Your instructions
Copy each line of the entries below that contains the string "street".

Saved entries
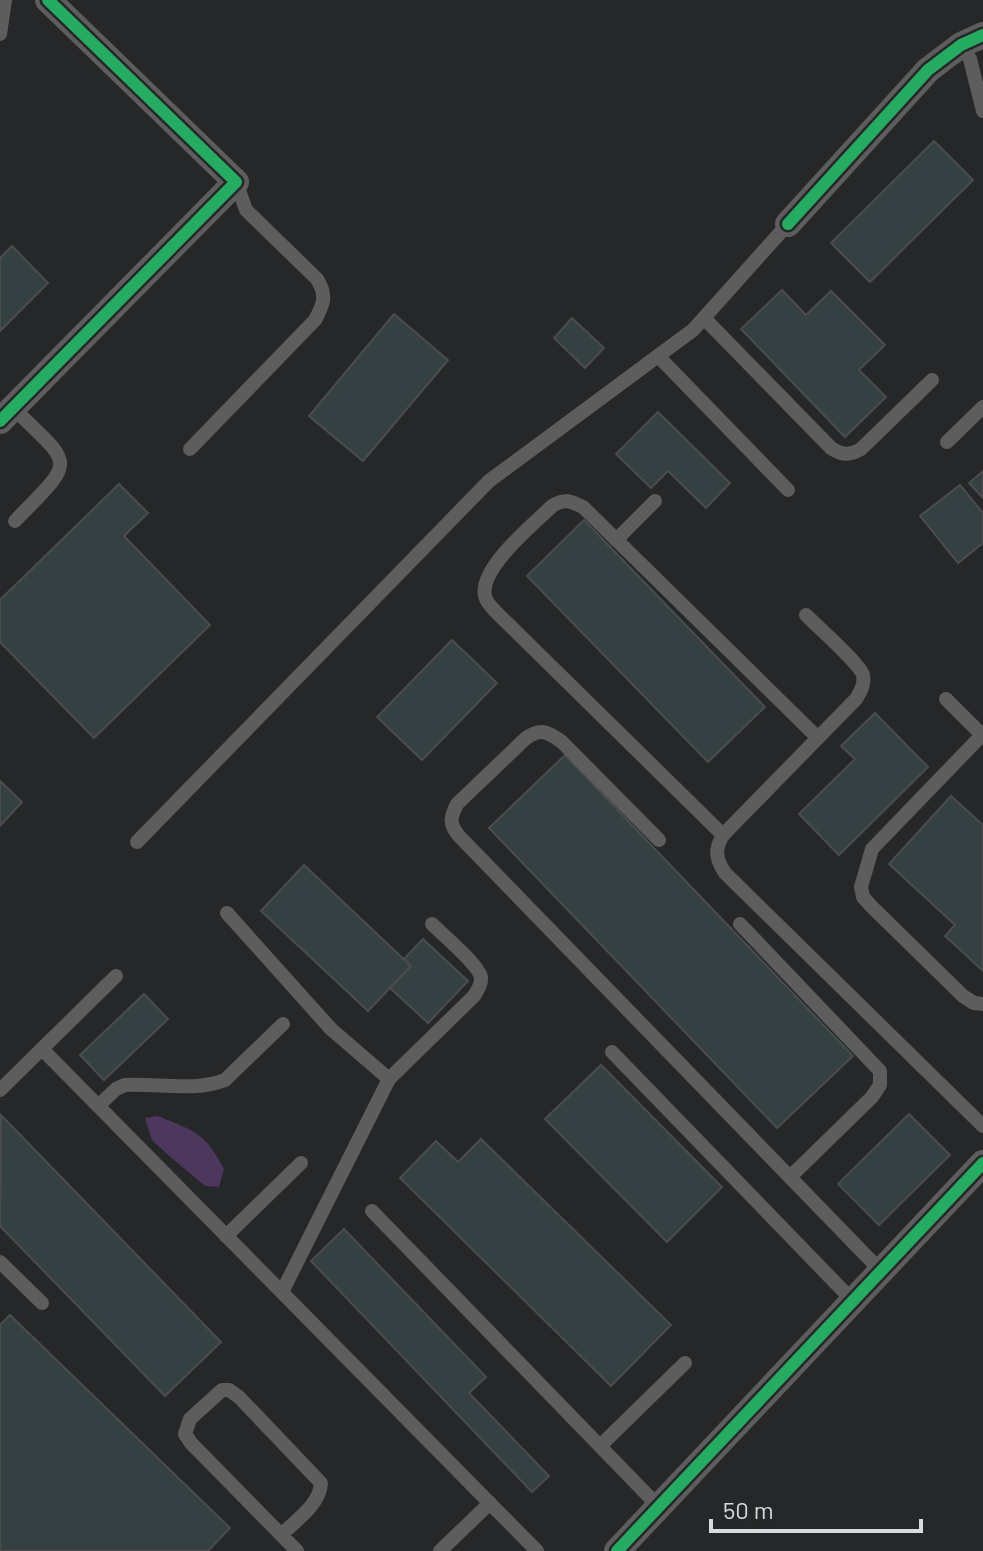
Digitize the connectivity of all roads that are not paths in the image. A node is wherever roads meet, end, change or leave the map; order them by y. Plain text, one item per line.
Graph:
1 (5, 0) edge
2 (48, 0) edge
3 (0, 34) edge
4 (972, 40) edge
5 (983, 111) edge
6 (236, 182) junction
7 (788, 224) joint
8 (704, 318) junction
9 (658, 356) junction
10 (932, 380) dead end
11 (983, 407) edge
12 (6, 415) edge
13 (947, 442) dead end
14 (190, 449) dead end
15 (788, 490) dead end
16 (655, 501) dead end
17 (15, 521) dead end
18 (616, 540) junction
19 (806, 615) dead end
20 (946, 699) dead end
21 (983, 735) edge
22 (818, 738) junction
23 (723, 835) junction
24 (659, 840) dead end
25 (137, 842) dead end
26 (227, 913) dead end
27 (432, 924) dead end
28 (740, 924) dead end
29 (116, 976) dead end
30 (983, 1004) edge
31 (283, 1024) dead end
32 (42, 1049) junction
33 (612, 1052) dead end
34 (389, 1079) junction
35 (0, 1090) edge
36 (98, 1106) junction
37 (983, 1126) edge
38 (301, 1163) dead end
39 (983, 1163) edge
40 (790, 1177) junction
41 (372, 1211) dead end
42 (226, 1236) junction
43 (0, 1262) edge
44 (881, 1271) junction
45 (282, 1292) junction
46 (853, 1301) junction
47 (42, 1303) dead end
48 (685, 1363) dead end
49 (600, 1446) junction
50 (490, 1503) junction
51 (659, 1507) junction
52 (281, 1535) junction
53 (297, 1551) edge
54 (440, 1551) edge
55 (537, 1551) edge
56 (617, 1551) edge

1 - 3 lane
2 - 6 street
4 - 5 lane
4 - 7 street
6 - 12 street
6 - 14 lane
7 - 8 lane
8 - 9 lane
8 - 10 lane
9 - 15 lane
9 - 25 lane
11 - 13 lane
12 - 17 lane
16 - 18 lane
18 - 22 lane
18 - 23 lane
19 - 22 lane
20 - 21 lane
21 - 30 lane
22 - 23 lane
23 - 37 lane
24 - 40 lane
26 - 34 lane
27 - 34 lane
28 - 40 lane
29 - 32 lane
31 - 36 lane
32 - 35 lane
32 - 36 lane
33 - 46 lane
34 - 45 lane
36 - 42 lane
38 - 42 lane
39 - 44 street
40 - 44 lane
41 - 49 lane
42 - 45 lane
43 - 47 lane
44 - 46 street
45 - 50 lane
46 - 51 street
48 - 49 lane
49 - 51 lane
50 - 54 lane
50 - 55 lane
51 - 56 street
52 - 52 lane
52 - 53 lane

Output for this task
2 - 6 street
4 - 7 street
6 - 12 street
39 - 44 street
44 - 46 street
46 - 51 street
51 - 56 street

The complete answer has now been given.